Information on Childhood Hunger


  • Unemployment is 11% statewide
  • 1,532,238 people, including 500,000 children, now live in poverty in Illinois – 12.2% of the total population
  • Because hunger is a symptom of poverty, the demand for emergency and government nutrition programs has exploded.
    • Feeding Illinois has seen a 50% increase in requests for emergency food assistance over the past two years.
    • 1,607,496 individuals and 756,341 Illinois households participated in SNAP (Supplemental Nutrition Assistance Program) in February 2010, formerly known as the food stamp program. This is a 14% increase in the number of households participating from the previous year.
    • According to the USDA, 11.1% of Illinois households face food insecurity.tog
    • Over 1,991,026 Illinois children are enrolled in the National School Lunch Program and are eligible to receive free and reduced lunch during the 2009-10 school year. (5)

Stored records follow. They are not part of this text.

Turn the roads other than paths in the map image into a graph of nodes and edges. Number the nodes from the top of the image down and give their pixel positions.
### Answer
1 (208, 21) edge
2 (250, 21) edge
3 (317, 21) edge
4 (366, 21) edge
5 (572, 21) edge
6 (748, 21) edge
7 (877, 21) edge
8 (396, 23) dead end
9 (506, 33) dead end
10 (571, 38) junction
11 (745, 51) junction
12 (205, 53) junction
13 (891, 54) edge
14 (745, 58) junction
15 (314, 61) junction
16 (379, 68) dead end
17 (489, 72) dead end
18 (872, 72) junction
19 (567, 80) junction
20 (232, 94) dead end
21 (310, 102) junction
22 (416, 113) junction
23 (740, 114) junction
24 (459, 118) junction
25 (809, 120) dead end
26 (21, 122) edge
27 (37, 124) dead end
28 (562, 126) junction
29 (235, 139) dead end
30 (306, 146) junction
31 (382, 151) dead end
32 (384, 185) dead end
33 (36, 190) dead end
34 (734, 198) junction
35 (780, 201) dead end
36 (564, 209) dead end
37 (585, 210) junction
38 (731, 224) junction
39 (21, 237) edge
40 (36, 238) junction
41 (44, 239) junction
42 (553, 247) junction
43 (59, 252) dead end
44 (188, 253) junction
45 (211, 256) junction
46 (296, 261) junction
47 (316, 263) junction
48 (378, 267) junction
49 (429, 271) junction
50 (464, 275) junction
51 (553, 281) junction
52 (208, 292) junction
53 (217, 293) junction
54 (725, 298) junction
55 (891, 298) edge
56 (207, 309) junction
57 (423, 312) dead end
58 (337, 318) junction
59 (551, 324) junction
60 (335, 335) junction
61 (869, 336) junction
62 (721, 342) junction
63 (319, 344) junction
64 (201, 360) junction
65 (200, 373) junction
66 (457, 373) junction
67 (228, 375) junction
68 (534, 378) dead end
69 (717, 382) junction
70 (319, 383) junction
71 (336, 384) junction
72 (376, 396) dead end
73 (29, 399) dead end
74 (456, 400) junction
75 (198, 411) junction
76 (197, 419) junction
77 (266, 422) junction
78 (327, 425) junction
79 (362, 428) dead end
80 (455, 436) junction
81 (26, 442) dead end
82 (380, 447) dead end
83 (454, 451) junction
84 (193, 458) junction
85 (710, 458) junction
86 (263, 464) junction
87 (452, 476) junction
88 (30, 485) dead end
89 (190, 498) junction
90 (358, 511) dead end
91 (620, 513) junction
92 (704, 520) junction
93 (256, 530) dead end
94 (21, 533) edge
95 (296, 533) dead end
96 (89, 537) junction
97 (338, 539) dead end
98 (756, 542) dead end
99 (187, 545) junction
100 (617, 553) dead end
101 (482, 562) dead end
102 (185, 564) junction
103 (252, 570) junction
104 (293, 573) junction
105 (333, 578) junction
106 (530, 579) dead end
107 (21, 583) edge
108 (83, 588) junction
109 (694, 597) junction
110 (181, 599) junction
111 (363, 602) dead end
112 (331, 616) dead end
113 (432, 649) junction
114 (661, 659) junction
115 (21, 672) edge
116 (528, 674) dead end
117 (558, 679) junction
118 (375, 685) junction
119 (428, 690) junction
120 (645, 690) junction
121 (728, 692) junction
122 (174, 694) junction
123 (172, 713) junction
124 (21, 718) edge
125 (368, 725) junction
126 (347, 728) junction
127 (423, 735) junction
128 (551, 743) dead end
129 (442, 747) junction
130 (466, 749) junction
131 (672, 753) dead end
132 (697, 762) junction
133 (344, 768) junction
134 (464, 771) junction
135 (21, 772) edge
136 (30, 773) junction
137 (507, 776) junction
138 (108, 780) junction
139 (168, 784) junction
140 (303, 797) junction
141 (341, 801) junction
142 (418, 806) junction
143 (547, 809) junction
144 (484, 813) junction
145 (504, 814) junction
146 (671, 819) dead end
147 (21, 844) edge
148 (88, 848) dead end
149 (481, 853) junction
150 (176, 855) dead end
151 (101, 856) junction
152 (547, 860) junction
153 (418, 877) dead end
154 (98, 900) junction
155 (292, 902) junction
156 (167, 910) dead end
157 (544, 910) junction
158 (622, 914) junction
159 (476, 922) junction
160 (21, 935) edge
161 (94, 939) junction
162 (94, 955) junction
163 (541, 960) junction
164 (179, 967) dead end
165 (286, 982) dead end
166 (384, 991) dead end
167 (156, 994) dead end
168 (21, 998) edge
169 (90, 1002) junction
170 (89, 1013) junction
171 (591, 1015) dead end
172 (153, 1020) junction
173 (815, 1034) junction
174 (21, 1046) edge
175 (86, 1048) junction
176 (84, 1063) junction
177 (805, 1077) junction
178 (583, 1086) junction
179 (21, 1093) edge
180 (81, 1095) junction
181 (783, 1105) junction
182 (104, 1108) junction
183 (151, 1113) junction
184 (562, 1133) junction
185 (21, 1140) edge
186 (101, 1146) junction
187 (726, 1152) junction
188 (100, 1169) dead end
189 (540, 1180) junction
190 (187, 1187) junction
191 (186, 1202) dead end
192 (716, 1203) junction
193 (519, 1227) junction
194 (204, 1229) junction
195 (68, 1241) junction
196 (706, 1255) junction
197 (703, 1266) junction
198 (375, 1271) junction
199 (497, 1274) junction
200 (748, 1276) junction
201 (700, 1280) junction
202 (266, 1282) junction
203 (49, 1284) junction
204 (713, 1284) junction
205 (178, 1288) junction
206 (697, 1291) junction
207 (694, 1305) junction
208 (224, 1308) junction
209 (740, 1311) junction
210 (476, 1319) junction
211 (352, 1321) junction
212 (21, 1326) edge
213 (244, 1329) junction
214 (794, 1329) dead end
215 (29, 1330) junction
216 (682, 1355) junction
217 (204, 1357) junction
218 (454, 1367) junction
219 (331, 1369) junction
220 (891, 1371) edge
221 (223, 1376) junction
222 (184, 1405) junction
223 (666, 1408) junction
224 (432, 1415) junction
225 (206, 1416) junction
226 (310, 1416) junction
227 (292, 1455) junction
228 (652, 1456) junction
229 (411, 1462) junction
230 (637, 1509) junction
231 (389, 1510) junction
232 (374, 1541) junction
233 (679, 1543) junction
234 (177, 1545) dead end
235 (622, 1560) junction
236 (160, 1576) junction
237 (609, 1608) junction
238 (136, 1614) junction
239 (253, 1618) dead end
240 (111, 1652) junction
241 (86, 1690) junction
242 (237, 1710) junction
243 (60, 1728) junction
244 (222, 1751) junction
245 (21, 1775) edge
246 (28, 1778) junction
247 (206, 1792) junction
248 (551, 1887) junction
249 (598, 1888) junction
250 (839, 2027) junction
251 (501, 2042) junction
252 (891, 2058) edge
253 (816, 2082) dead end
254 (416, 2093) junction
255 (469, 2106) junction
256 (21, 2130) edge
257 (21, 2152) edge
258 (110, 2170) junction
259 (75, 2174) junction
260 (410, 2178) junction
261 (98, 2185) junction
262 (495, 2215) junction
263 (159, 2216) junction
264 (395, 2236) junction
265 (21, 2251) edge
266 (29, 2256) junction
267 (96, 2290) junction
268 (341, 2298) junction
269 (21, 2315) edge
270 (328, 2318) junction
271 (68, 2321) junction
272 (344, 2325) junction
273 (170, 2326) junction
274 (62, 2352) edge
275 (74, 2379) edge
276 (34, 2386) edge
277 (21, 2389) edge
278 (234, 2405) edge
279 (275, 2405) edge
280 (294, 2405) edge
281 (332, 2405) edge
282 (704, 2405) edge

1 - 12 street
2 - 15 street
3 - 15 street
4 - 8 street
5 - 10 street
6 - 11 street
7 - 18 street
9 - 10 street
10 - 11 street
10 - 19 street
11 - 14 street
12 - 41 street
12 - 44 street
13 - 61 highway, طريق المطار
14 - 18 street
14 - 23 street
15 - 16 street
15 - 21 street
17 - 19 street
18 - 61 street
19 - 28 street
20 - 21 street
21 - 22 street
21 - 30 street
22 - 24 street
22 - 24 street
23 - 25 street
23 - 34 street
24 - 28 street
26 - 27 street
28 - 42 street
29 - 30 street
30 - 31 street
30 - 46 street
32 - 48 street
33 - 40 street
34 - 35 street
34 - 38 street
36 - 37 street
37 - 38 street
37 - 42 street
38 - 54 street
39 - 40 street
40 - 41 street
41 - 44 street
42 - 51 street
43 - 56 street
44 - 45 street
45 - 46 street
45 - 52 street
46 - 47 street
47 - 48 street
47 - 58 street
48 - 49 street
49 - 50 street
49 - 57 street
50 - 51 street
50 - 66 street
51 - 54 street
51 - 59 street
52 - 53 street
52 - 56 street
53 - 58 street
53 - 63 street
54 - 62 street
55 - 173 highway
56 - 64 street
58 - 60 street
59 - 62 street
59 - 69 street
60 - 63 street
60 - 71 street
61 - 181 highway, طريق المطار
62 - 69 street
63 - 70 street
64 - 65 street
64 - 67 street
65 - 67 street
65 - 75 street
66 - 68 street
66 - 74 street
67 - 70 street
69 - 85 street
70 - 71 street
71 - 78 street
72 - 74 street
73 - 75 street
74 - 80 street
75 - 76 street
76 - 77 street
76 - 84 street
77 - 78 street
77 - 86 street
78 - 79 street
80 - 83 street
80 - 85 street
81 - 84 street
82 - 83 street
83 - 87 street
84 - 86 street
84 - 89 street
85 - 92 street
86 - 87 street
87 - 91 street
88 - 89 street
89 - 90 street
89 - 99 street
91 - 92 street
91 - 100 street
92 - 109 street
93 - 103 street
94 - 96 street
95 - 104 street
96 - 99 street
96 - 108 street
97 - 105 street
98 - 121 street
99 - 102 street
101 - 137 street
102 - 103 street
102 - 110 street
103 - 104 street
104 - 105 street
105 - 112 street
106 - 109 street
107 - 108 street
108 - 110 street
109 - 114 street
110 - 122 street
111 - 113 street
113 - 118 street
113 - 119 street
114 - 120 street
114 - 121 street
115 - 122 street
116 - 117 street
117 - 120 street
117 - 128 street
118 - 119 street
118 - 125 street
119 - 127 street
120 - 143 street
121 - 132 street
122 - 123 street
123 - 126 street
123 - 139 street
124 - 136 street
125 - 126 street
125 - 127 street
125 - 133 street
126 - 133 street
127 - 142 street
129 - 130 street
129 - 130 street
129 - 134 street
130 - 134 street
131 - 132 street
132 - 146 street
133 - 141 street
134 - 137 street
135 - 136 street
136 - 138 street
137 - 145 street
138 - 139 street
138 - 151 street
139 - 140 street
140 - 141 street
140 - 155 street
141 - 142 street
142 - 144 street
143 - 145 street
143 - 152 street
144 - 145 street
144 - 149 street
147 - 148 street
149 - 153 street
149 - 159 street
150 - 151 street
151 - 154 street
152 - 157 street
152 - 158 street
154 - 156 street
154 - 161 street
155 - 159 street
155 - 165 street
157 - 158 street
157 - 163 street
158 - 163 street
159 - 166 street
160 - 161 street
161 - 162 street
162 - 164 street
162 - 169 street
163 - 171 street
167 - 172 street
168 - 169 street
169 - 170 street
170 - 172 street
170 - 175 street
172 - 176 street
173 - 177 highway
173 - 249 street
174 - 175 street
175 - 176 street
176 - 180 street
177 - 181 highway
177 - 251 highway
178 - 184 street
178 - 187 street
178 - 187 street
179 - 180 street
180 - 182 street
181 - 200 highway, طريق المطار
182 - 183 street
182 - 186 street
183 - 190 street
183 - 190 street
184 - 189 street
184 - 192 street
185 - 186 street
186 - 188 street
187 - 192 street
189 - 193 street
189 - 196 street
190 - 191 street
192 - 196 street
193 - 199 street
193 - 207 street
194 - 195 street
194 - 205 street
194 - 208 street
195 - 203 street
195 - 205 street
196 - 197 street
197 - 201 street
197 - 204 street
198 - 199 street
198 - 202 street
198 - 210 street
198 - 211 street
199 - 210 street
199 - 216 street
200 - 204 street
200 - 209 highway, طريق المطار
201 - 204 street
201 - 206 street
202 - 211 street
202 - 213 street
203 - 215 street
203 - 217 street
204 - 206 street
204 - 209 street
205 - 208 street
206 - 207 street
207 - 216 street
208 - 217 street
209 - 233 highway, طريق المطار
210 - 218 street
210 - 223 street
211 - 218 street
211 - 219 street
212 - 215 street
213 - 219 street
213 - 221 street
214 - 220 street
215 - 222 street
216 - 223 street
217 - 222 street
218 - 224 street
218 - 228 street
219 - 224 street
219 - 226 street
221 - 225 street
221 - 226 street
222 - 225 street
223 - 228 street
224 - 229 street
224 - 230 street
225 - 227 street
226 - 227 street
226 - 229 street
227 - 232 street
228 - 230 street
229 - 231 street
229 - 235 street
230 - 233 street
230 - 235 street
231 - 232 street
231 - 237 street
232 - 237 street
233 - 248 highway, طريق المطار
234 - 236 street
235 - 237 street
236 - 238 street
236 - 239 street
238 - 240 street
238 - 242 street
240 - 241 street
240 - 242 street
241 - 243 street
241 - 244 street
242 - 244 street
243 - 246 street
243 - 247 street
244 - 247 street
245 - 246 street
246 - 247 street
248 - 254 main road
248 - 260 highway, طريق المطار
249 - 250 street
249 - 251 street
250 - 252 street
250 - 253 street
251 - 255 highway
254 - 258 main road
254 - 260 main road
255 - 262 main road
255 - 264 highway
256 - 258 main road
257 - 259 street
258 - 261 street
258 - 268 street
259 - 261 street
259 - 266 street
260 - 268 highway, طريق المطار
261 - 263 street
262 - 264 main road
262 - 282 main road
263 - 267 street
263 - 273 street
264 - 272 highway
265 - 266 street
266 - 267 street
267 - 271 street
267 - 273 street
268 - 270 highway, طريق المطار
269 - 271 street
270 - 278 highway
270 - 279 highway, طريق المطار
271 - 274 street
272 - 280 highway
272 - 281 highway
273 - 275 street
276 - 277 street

  • Feeding America’s Hunger in America 2010: Illinois State Report found that Feeding Illinois food banks provided emergency food to 1.4 million Illinois residents in 2009, which is 1 in 10 men, women, and children in our state. The report further found that:
    • 42% of those we serve are children
    • 28% of households had at least one working adult
    • 14% of the unemployed we serve had been unemployed for less than 6 months
  • 84% of Feeding Illinois clients report that over the previous 12 months they have been in a situation where the food they bought just didn’t last and they did not have money to get more.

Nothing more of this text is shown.